> _WHAT THE EXERCISE ASKS_:
The reply must contain all of the records, unchanged.

> _INFORMATION_:
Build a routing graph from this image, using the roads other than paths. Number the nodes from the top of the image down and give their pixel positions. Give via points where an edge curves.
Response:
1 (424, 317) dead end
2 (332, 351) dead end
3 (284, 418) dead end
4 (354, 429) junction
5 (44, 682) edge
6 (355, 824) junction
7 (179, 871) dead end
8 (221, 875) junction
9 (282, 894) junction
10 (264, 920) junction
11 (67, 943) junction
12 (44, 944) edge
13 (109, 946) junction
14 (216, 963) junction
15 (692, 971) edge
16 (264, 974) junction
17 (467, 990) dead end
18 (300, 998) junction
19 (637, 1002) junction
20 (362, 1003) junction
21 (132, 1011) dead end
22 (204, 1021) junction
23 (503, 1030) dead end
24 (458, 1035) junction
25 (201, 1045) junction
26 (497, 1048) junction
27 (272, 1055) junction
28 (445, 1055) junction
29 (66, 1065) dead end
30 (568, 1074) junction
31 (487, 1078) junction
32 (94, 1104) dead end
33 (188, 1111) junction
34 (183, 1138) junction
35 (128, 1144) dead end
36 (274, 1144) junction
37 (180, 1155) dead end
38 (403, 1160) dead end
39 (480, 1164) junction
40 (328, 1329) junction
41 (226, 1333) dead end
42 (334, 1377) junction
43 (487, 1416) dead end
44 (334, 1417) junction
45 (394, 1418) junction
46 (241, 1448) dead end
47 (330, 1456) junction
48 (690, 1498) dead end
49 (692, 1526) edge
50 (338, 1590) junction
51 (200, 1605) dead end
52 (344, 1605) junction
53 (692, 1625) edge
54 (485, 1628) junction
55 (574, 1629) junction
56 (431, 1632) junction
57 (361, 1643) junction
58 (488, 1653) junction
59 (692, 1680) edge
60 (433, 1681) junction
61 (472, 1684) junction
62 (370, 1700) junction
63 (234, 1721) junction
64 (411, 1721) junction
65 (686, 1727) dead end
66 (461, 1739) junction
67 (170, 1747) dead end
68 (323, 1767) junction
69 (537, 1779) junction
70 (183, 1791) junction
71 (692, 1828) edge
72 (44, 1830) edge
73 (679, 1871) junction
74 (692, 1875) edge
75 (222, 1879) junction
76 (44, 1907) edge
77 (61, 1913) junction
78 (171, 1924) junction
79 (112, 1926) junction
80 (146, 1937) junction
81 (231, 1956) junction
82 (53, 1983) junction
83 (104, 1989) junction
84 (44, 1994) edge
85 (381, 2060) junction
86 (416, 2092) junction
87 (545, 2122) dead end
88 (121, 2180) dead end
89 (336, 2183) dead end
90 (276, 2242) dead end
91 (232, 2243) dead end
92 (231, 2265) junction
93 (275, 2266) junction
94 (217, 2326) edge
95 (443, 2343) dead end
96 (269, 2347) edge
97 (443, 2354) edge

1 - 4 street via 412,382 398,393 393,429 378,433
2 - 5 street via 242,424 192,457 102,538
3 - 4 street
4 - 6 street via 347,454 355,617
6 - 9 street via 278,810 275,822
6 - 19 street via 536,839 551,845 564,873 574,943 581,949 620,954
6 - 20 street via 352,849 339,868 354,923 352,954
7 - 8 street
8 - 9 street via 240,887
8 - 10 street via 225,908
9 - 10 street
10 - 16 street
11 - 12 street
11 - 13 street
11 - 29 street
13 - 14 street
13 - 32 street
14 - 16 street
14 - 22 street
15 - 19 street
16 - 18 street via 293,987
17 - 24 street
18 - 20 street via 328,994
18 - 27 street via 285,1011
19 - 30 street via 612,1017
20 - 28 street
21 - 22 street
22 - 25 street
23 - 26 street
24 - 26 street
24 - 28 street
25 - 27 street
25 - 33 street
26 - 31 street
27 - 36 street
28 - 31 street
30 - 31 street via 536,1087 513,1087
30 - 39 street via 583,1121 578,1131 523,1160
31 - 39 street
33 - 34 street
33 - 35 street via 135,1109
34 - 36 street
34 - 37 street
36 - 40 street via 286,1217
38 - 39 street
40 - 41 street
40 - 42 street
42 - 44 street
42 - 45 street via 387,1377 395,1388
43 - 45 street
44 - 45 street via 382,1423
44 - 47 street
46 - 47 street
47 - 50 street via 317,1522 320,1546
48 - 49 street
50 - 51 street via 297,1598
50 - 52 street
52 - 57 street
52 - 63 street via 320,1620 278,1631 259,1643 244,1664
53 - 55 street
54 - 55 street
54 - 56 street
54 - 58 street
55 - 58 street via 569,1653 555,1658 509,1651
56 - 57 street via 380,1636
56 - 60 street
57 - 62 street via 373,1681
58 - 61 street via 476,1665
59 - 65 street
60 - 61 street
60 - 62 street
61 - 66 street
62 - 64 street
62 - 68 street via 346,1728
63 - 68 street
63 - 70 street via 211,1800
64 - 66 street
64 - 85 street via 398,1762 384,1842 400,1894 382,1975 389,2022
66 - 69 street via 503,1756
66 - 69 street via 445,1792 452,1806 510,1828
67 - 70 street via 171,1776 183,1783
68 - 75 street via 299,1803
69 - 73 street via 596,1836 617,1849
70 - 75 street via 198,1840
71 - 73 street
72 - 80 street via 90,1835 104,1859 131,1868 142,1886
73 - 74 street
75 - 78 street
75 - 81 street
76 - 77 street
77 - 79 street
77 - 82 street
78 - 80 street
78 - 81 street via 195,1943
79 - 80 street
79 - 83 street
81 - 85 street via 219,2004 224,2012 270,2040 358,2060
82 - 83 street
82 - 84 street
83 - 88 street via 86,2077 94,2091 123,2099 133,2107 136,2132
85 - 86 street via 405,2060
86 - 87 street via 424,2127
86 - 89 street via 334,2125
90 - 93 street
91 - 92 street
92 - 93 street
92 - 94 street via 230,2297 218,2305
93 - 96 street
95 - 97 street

> _REPLY_:
Build a routing graph from this image, using the roads other than paths. Number the nodes from the top of the image down and give their pixel positions. Give via points where an edge curves.
Response:
1 (424, 317) dead end
2 (332, 351) dead end
3 (284, 418) dead end
4 (354, 429) junction
5 (44, 682) edge
6 (355, 824) junction
7 (179, 871) dead end
8 (221, 875) junction
9 (282, 894) junction
10 (264, 920) junction
11 (67, 943) junction
12 (44, 944) edge
13 (109, 946) junction
14 (216, 963) junction
15 (692, 971) edge
16 (264, 974) junction
17 (467, 990) dead end
18 (300, 998) junction
19 (637, 1002) junction
20 (362, 1003) junction
21 (132, 1011) dead end
22 (204, 1021) junction
23 (503, 1030) dead end
24 (458, 1035) junction
25 (201, 1045) junction
26 (497, 1048) junction
27 (272, 1055) junction
28 (445, 1055) junction
29 (66, 1065) dead end
30 (568, 1074) junction
31 (487, 1078) junction
32 (94, 1104) dead end
33 (188, 1111) junction
34 (183, 1138) junction
35 (128, 1144) dead end
36 (274, 1144) junction
37 (180, 1155) dead end
38 (403, 1160) dead end
39 (480, 1164) junction
40 (328, 1329) junction
41 (226, 1333) dead end
42 (334, 1377) junction
43 (487, 1416) dead end
44 (334, 1417) junction
45 (394, 1418) junction
46 (241, 1448) dead end
47 (330, 1456) junction
48 (690, 1498) dead end
49 (692, 1526) edge
50 (338, 1590) junction
51 (200, 1605) dead end
52 (344, 1605) junction
53 (692, 1625) edge
54 (485, 1628) junction
55 (574, 1629) junction
56 (431, 1632) junction
57 (361, 1643) junction
58 (488, 1653) junction
59 (692, 1680) edge
60 (433, 1681) junction
61 (472, 1684) junction
62 (370, 1700) junction
63 (234, 1721) junction
64 (411, 1721) junction
65 (686, 1727) dead end
66 (461, 1739) junction
67 (170, 1747) dead end
68 (323, 1767) junction
69 (537, 1779) junction
70 (183, 1791) junction
71 (692, 1828) edge
72 (44, 1830) edge
73 (679, 1871) junction
74 (692, 1875) edge
75 (222, 1879) junction
76 (44, 1907) edge
77 (61, 1913) junction
78 (171, 1924) junction
79 (112, 1926) junction
80 (146, 1937) junction
81 (231, 1956) junction
82 (53, 1983) junction
83 (104, 1989) junction
84 (44, 1994) edge
85 (381, 2060) junction
86 (416, 2092) junction
87 (545, 2122) dead end
88 (121, 2180) dead end
89 (336, 2183) dead end
90 (276, 2242) dead end
91 (232, 2243) dead end
92 (231, 2265) junction
93 (275, 2266) junction
94 (217, 2326) edge
95 (443, 2343) dead end
96 (269, 2347) edge
97 (443, 2354) edge

1 - 4 street via 412,382 398,393 393,429 378,433
2 - 5 street via 242,424 192,457 102,538
3 - 4 street
4 - 6 street via 347,454 355,617
6 - 9 street via 278,810 275,822
6 - 19 street via 536,839 551,845 564,873 574,943 581,949 620,954
6 - 20 street via 352,849 339,868 354,923 352,954
7 - 8 street
8 - 9 street via 240,887
8 - 10 street via 225,908
9 - 10 street
10 - 16 street
11 - 12 street
11 - 13 street
11 - 29 street
13 - 14 street
13 - 32 street
14 - 16 street
14 - 22 street
15 - 19 street
16 - 18 street via 293,987
17 - 24 street
18 - 20 street via 328,994
18 - 27 street via 285,1011
19 - 30 street via 612,1017
20 - 28 street
21 - 22 street
22 - 25 street
23 - 26 street
24 - 26 street
24 - 28 street
25 - 27 street
25 - 33 street
26 - 31 street
27 - 36 street
28 - 31 street
30 - 31 street via 536,1087 513,1087
30 - 39 street via 583,1121 578,1131 523,1160
31 - 39 street
33 - 34 street
33 - 35 street via 135,1109
34 - 36 street
34 - 37 street
36 - 40 street via 286,1217
38 - 39 street
40 - 41 street
40 - 42 street
42 - 44 street
42 - 45 street via 387,1377 395,1388
43 - 45 street
44 - 45 street via 382,1423
44 - 47 street
46 - 47 street
47 - 50 street via 317,1522 320,1546
48 - 49 street
50 - 51 street via 297,1598
50 - 52 street
52 - 57 street
52 - 63 street via 320,1620 278,1631 259,1643 244,1664
53 - 55 street
54 - 55 street
54 - 56 street
54 - 58 street
55 - 58 street via 569,1653 555,1658 509,1651
56 - 57 street via 380,1636
56 - 60 street
57 - 62 street via 373,1681
58 - 61 street via 476,1665
59 - 65 street
60 - 61 street
60 - 62 street
61 - 66 street
62 - 64 street
62 - 68 street via 346,1728
63 - 68 street
63 - 70 street via 211,1800
64 - 66 street
64 - 85 street via 398,1762 384,1842 400,1894 382,1975 389,2022
66 - 69 street via 503,1756
66 - 69 street via 445,1792 452,1806 510,1828
67 - 70 street via 171,1776 183,1783
68 - 75 street via 299,1803
69 - 73 street via 596,1836 617,1849
70 - 75 street via 198,1840
71 - 73 street
72 - 80 street via 90,1835 104,1859 131,1868 142,1886
73 - 74 street
75 - 78 street
75 - 81 street
76 - 77 street
77 - 79 street
77 - 82 street
78 - 80 street
78 - 81 street via 195,1943
79 - 80 street
79 - 83 street
81 - 85 street via 219,2004 224,2012 270,2040 358,2060
82 - 83 street
82 - 84 street
83 - 88 street via 86,2077 94,2091 123,2099 133,2107 136,2132
85 - 86 street via 405,2060
86 - 87 street via 424,2127
86 - 89 street via 334,2125
90 - 93 street
91 - 92 street
92 - 93 street
92 - 94 street via 230,2297 218,2305
93 - 96 street
95 - 97 street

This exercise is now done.